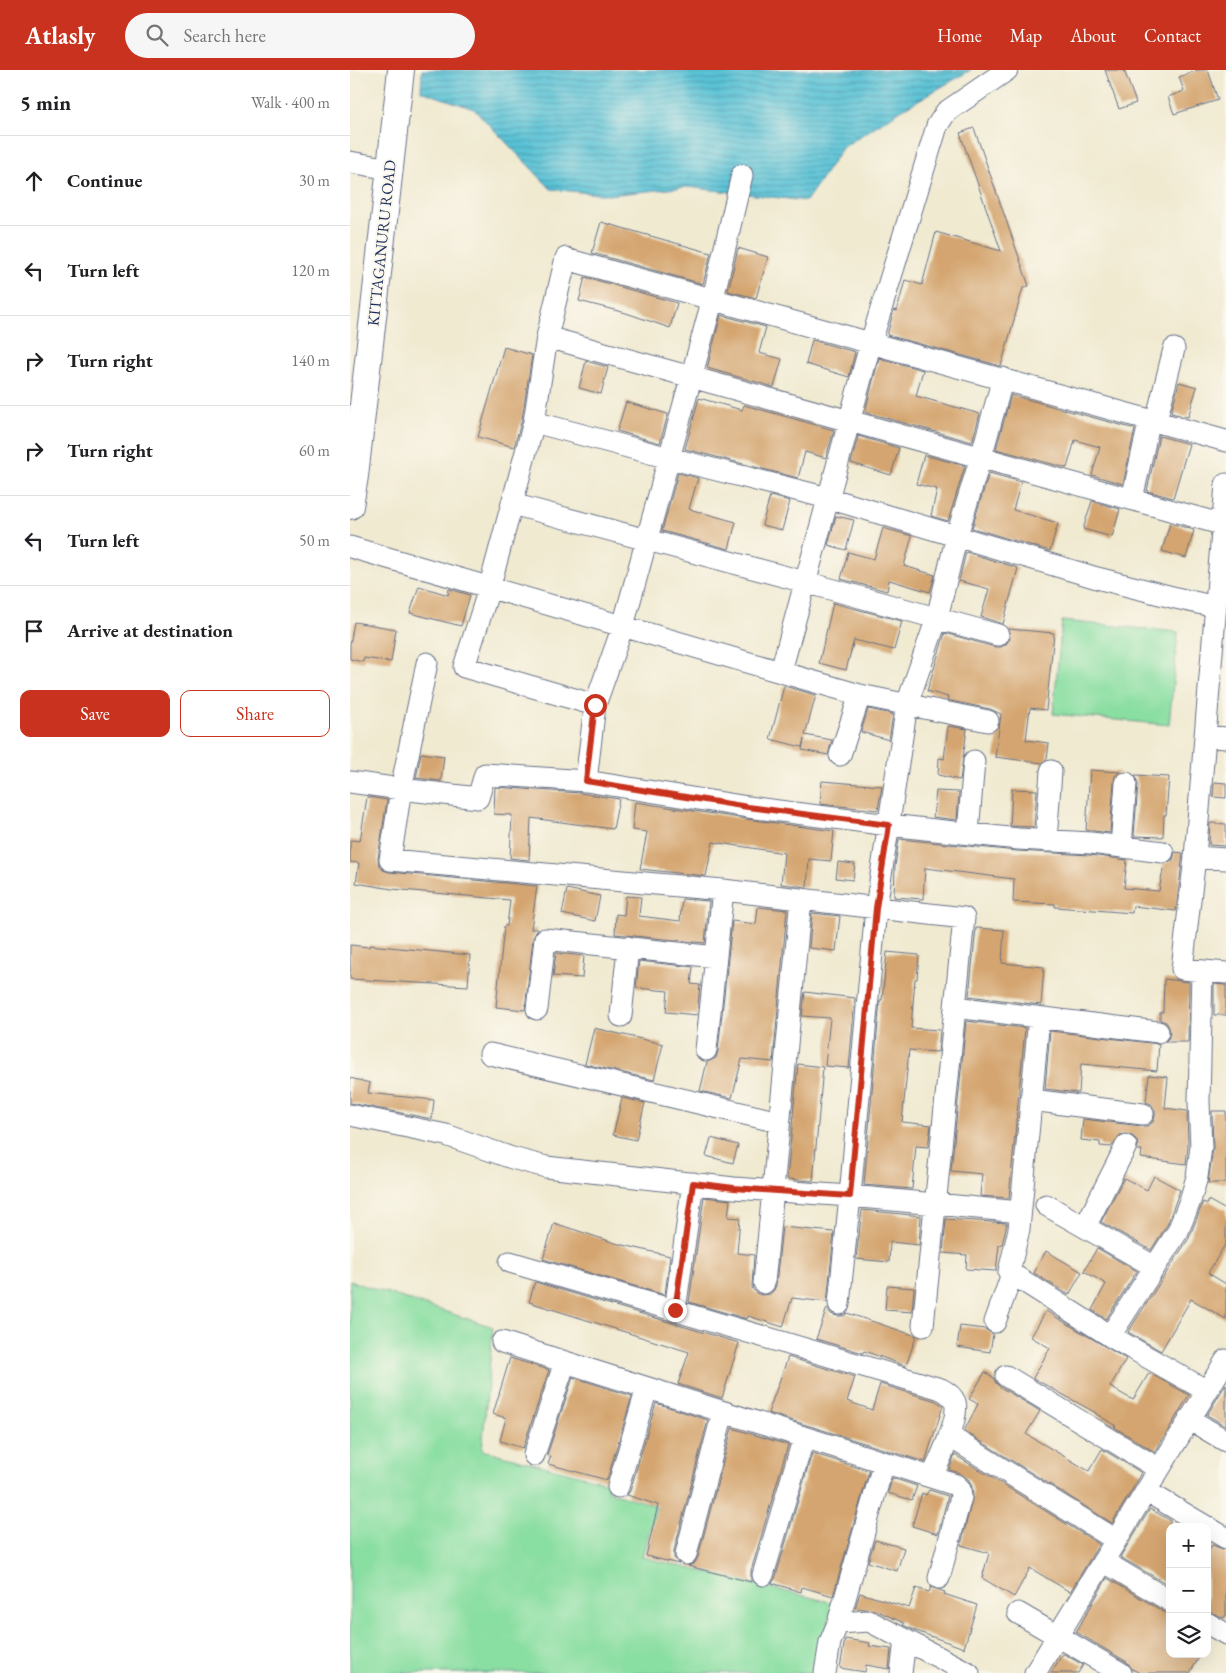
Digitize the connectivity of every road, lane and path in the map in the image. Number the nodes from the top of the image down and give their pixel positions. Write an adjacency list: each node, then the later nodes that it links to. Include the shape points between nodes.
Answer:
1 (401, 70): 4 (street, KITTAGANURU ROAD)
2 (1007, 70): 8 (street, via 946,112 937,126)
3 (350, 162): 4 (street)
4 (390, 169): 18 (street, KITTAGANURU ROAD)
5 (742, 175): 6 (street)
6 (713, 298): 7 (street, via 566,258); 8 (street); 10 (street)
7 (547, 337): 10 (street); 14 (street)
8 (871, 342): 11 (street); 13 (street)
9 (1174, 349): 12 (street)
10 (691, 377): 13 (street); 16 (street)
11 (1003, 378): 12 (street); 17 (street)
12 (1153, 420): 15 (street); 21 (street)
13 (850, 421): 17 (street); 20 (street)
14 (534, 422): 16 (street); 22 (street)
15 (1226, 441)
16 (669, 458): 20 (street); 26 (street)
17 (982, 458): 21 (street); 25 (street)
18 (353, 475): 23 (street, KITTAGANURU ROAD)
19 (1226, 484): 24 (street)
20 (828, 498): 25 (street); 28 (street)
21 (1132, 499): 24 (street)
22 (512, 504): 26 (street); 29 (street)
23 (350, 506)
24 (1225, 513): 30 (street)
25 (957, 535): 30 (street, via 1097,578 1176,598); 31 (street)
26 (647, 540): 28 (street); 32 (street)
27 (350, 547): 29 (street)
28 (805, 582): 31 (street); 35 (street)
29 (489, 589): 32 (street); 38 (street, via 464,667)
30 (1219, 617): 40 (street)
31 (937, 618): 33 (street); 37 (street)
32 (623, 626): 35 (street); 38 (street)
33 (998, 636)
34 (428, 663): 48 (street)
35 (781, 671): 36 (street)
36 (860, 694): 37 (street); 42 (street)
37 (907, 704): 39 (street); 49 (street)
38 (595, 705): 45 (street)
39 (988, 721)
40 (1204, 736): 41 (street); 54 (street)
41 (1226, 738)
42 (840, 755)
43 (974, 760): 50 (street)
44 (1051, 771): 51 (street)
45 (586, 781): 48 (street, via 485,774 478,798); 49 (street)
46 (350, 782): 48 (street)
47 (1126, 783): 52 (street)
48 (401, 789): 56 (street, via 390,860)
49 (889, 825): 50 (street); 58 (street)
50 (968, 834): 51 (street)
51 (1046, 841): 52 (street)
52 (1121, 846): 53 (street)
53 (1163, 852)
54 (1196, 858): 55 (street); 61 (street, via 1182,970)
55 (1226, 860)
56 (724, 890): 57 (street); 60 (street)
57 (801, 899): 58 (street); 73 (street)
58 (876, 908): 63 (street, via 964,918); 77 (street)
59 (628, 948): 60 (street); 64 (street, via 545,939); 65 (street)
60 (716, 957): 68 (street)
61 (1202, 971): 62 (street); 83 (street, via 1197,1177 1178,1231)
62 (1226, 973)
63 (955, 1007): 66 (street); 78 (street)
64 (537, 1009)
65 (621, 1016)
66 (1039, 1018): 67 (street); 70 (street)
67 (1158, 1032)
68 (706, 1050)
69 (490, 1054): 73 (street)
70 (1031, 1100): 71 (street); 80 (street)
71 (1143, 1114)
72 (350, 1115): 75 (street, via 446,1135 546,1167)
73 (779, 1122): 76 (street)
74 (1126, 1146): 81 (street)
75 (693, 1183): 76 (street); 87 (street)
76 (773, 1191): 77 (street); 85 (street)
77 (850, 1196): 78 (street); 86 (street)
78 (935, 1204): 80 (street); 89 (street)
79 (1046, 1205): 81 (street)
80 (1020, 1212): 84 (street, via 1009,1272)
81 (1085, 1227): 83 (street)
82 (510, 1262): 87 (street)
83 (1155, 1267): 90 (street)
84 (1012, 1274): 88 (street); 90 (street)
85 (764, 1283)
86 (839, 1304)
87 (675, 1310): 99 (street, via 941,1389 956,1403)
88 (995, 1322)
89 (923, 1326)
90 (1110, 1336): 96 (street)
91 (502, 1342): 93 (street)
92 (1226, 1360): 96 (street)
93 (565, 1362): 95 (street); 102 (street)
94 (1006, 1376): 104 (street)
95 (647, 1388): 97 (street); 106 (street)
96 (1207, 1391): 98 (street)
97 (724, 1412): 100 (street); 112 (street)
98 (1190, 1419): 101 (street); 104 (street)
99 (949, 1436): 105 (street); 111 (street)
100 (804, 1437): 103 (street); 114 (street)
101 (1226, 1441)
102 (534, 1455)
103 (884, 1462): 105 (street); 118 (street)
104 (1159, 1469): 107 (street)
105 (932, 1478): 115 (street, via 956,1485 961,1497)
106 (618, 1487)
107 (1146, 1491): 108 (street); 111 (street)
108 (1200, 1523)
109 (1211, 1529): 110 (street)
110 (1226, 1538)
111 (1116, 1540): 113 (street)
112 (686, 1554)
113 (1103, 1561): 116 (street); 121 (street)
114 (763, 1575)
115 (939, 1578)
116 (1166, 1599)
117 (1018, 1613): 121 (street)
118 (838, 1623): 122 (street, via 868,1621); 123 (street, via 830,1642)
119 (1211, 1625): 120 (street)
120 (1226, 1634)
121 (1058, 1636): 126 (street); 127 (street)
122 (904, 1640): 124 (street); 125 (street)
123 (825, 1673)
124 (901, 1673)
125 (969, 1673)
126 (1035, 1673)
127 (1121, 1673)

──────────

What you need to do:
Your reply should be the entries copied exactly, with all images omitted.

Expected answer:
Digitize the connectivity of every road, lane and path in the map in the image. Number the nodes from the top of the image down and give their pixel positions. Write an adjacency list: each node, then the later nodes that it links to. Include the shape points between nodes.
Answer:
1 (401, 70): 4 (street, KITTAGANURU ROAD)
2 (1007, 70): 8 (street, via 946,112 937,126)
3 (350, 162): 4 (street)
4 (390, 169): 18 (street, KITTAGANURU ROAD)
5 (742, 175): 6 (street)
6 (713, 298): 7 (street, via 566,258); 8 (street); 10 (street)
7 (547, 337): 10 (street); 14 (street)
8 (871, 342): 11 (street); 13 (street)
9 (1174, 349): 12 (street)
10 (691, 377): 13 (street); 16 (street)
11 (1003, 378): 12 (street); 17 (street)
12 (1153, 420): 15 (street); 21 (street)
13 (850, 421): 17 (street); 20 (street)
14 (534, 422): 16 (street); 22 (street)
15 (1226, 441)
16 (669, 458): 20 (street); 26 (street)
17 (982, 458): 21 (street); 25 (street)
18 (353, 475): 23 (street, KITTAGANURU ROAD)
19 (1226, 484): 24 (street)
20 (828, 498): 25 (street); 28 (street)
21 (1132, 499): 24 (street)
22 (512, 504): 26 (street); 29 (street)
23 (350, 506)
24 (1225, 513): 30 (street)
25 (957, 535): 30 (street, via 1097,578 1176,598); 31 (street)
26 (647, 540): 28 (street); 32 (street)
27 (350, 547): 29 (street)
28 (805, 582): 31 (street); 35 (street)
29 (489, 589): 32 (street); 38 (street, via 464,667)
30 (1219, 617): 40 (street)
31 (937, 618): 33 (street); 37 (street)
32 (623, 626): 35 (street); 38 (street)
33 (998, 636)
34 (428, 663): 48 (street)
35 (781, 671): 36 (street)
36 (860, 694): 37 (street); 42 (street)
37 (907, 704): 39 (street); 49 (street)
38 (595, 705): 45 (street)
39 (988, 721)
40 (1204, 736): 41 (street); 54 (street)
41 (1226, 738)
42 (840, 755)
43 (974, 760): 50 (street)
44 (1051, 771): 51 (street)
45 (586, 781): 48 (street, via 485,774 478,798); 49 (street)
46 (350, 782): 48 (street)
47 (1126, 783): 52 (street)
48 (401, 789): 56 (street, via 390,860)
49 (889, 825): 50 (street); 58 (street)
50 (968, 834): 51 (street)
51 (1046, 841): 52 (street)
52 (1121, 846): 53 (street)
53 (1163, 852)
54 (1196, 858): 55 (street); 61 (street, via 1182,970)
55 (1226, 860)
56 (724, 890): 57 (street); 60 (street)
57 (801, 899): 58 (street); 73 (street)
58 (876, 908): 63 (street, via 964,918); 77 (street)
59 (628, 948): 60 (street); 64 (street, via 545,939); 65 (street)
60 (716, 957): 68 (street)
61 (1202, 971): 62 (street); 83 (street, via 1197,1177 1178,1231)
62 (1226, 973)
63 (955, 1007): 66 (street); 78 (street)
64 (537, 1009)
65 (621, 1016)
66 (1039, 1018): 67 (street); 70 (street)
67 (1158, 1032)
68 (706, 1050)
69 (490, 1054): 73 (street)
70 (1031, 1100): 71 (street); 80 (street)
71 (1143, 1114)
72 (350, 1115): 75 (street, via 446,1135 546,1167)
73 (779, 1122): 76 (street)
74 (1126, 1146): 81 (street)
75 (693, 1183): 76 (street); 87 (street)
76 (773, 1191): 77 (street); 85 (street)
77 (850, 1196): 78 (street); 86 (street)
78 (935, 1204): 80 (street); 89 (street)
79 (1046, 1205): 81 (street)
80 (1020, 1212): 84 (street, via 1009,1272)
81 (1085, 1227): 83 (street)
82 (510, 1262): 87 (street)
83 (1155, 1267): 90 (street)
84 (1012, 1274): 88 (street); 90 (street)
85 (764, 1283)
86 (839, 1304)
87 (675, 1310): 99 (street, via 941,1389 956,1403)
88 (995, 1322)
89 (923, 1326)
90 (1110, 1336): 96 (street)
91 (502, 1342): 93 (street)
92 (1226, 1360): 96 (street)
93 (565, 1362): 95 (street); 102 (street)
94 (1006, 1376): 104 (street)
95 (647, 1388): 97 (street); 106 (street)
96 (1207, 1391): 98 (street)
97 (724, 1412): 100 (street); 112 (street)
98 (1190, 1419): 101 (street); 104 (street)
99 (949, 1436): 105 (street); 111 (street)
100 (804, 1437): 103 (street); 114 (street)
101 (1226, 1441)
102 (534, 1455)
103 (884, 1462): 105 (street); 118 (street)
104 (1159, 1469): 107 (street)
105 (932, 1478): 115 (street, via 956,1485 961,1497)
106 (618, 1487)
107 (1146, 1491): 108 (street); 111 (street)
108 (1200, 1523)
109 (1211, 1529): 110 (street)
110 (1226, 1538)
111 (1116, 1540): 113 (street)
112 (686, 1554)
113 (1103, 1561): 116 (street); 121 (street)
114 (763, 1575)
115 (939, 1578)
116 (1166, 1599)
117 (1018, 1613): 121 (street)
118 (838, 1623): 122 (street, via 868,1621); 123 (street, via 830,1642)
119 (1211, 1625): 120 (street)
120 (1226, 1634)
121 (1058, 1636): 126 (street); 127 (street)
122 (904, 1640): 124 (street); 125 (street)
123 (825, 1673)
124 (901, 1673)
125 (969, 1673)
126 (1035, 1673)
127 (1121, 1673)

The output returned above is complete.